** INPUT DATA follows **

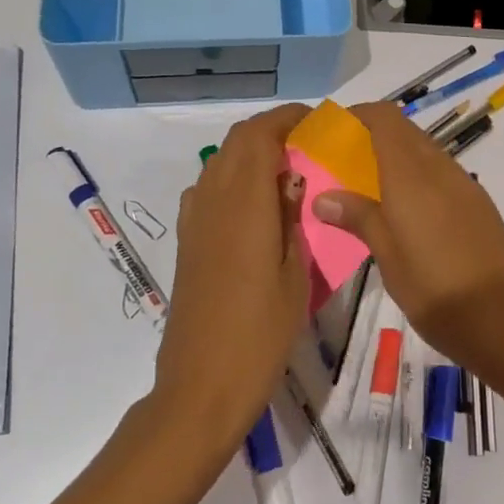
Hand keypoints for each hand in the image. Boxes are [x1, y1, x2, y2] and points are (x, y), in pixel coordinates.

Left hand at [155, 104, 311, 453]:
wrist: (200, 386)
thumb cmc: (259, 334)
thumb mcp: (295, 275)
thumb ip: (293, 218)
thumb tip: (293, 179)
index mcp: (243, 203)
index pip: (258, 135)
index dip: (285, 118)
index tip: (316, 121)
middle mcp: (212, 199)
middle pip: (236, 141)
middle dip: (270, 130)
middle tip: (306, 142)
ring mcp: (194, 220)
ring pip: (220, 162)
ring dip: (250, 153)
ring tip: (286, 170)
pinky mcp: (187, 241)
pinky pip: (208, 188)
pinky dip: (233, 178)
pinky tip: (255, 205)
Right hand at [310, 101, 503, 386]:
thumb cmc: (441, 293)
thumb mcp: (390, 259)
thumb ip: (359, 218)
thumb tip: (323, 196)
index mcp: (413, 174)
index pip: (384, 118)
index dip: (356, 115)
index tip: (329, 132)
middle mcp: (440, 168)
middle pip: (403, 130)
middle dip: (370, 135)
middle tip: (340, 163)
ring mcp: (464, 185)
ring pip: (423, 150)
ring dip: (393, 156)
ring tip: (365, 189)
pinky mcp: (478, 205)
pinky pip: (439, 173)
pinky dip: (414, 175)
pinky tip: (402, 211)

** End of INPUT DATA **
** INPUT DATA follows **

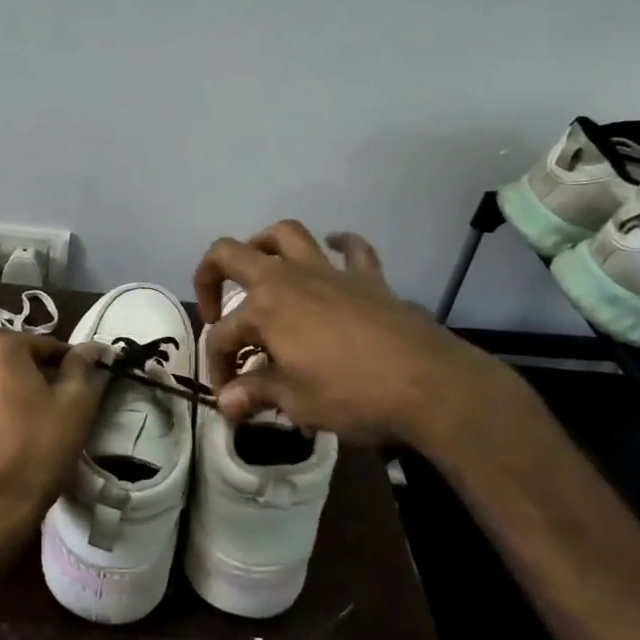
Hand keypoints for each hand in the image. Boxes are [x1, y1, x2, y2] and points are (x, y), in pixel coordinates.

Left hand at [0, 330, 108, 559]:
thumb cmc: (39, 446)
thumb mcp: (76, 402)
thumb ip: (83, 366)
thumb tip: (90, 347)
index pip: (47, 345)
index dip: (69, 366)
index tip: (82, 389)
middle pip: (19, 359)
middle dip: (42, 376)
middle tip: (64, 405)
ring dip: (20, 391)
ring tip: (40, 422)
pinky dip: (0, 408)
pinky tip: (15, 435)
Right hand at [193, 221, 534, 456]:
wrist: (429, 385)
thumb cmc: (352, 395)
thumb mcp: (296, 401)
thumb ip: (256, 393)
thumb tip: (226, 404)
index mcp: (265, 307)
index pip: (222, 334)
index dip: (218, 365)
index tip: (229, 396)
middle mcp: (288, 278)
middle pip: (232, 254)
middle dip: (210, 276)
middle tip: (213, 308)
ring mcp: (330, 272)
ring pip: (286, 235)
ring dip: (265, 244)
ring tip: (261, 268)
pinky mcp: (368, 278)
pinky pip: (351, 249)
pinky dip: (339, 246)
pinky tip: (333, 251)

** End of INPUT DATA **

### TASK GOAL
Among the records above, repeat exactly the line with "middle mcp: (440, 168)", the line with "pinky tip: (402, 211)", and every line in between, and only those.

### SOLUTION FOR THIS PROBLEM
middle mcp: (440, 168)
middle pip: (403, 130)
middle dip: (370, 135)
middle tip: (340, 163)
ring mcp: (464, 185)
ring pip: (423, 150)
ring dip: (393, 156)
ring tip: (365, 189)
pinky mcp: (478, 205)
pinky pip: (439, 173)
pinky dip: (414, 175)
pinky tip: (402, 211)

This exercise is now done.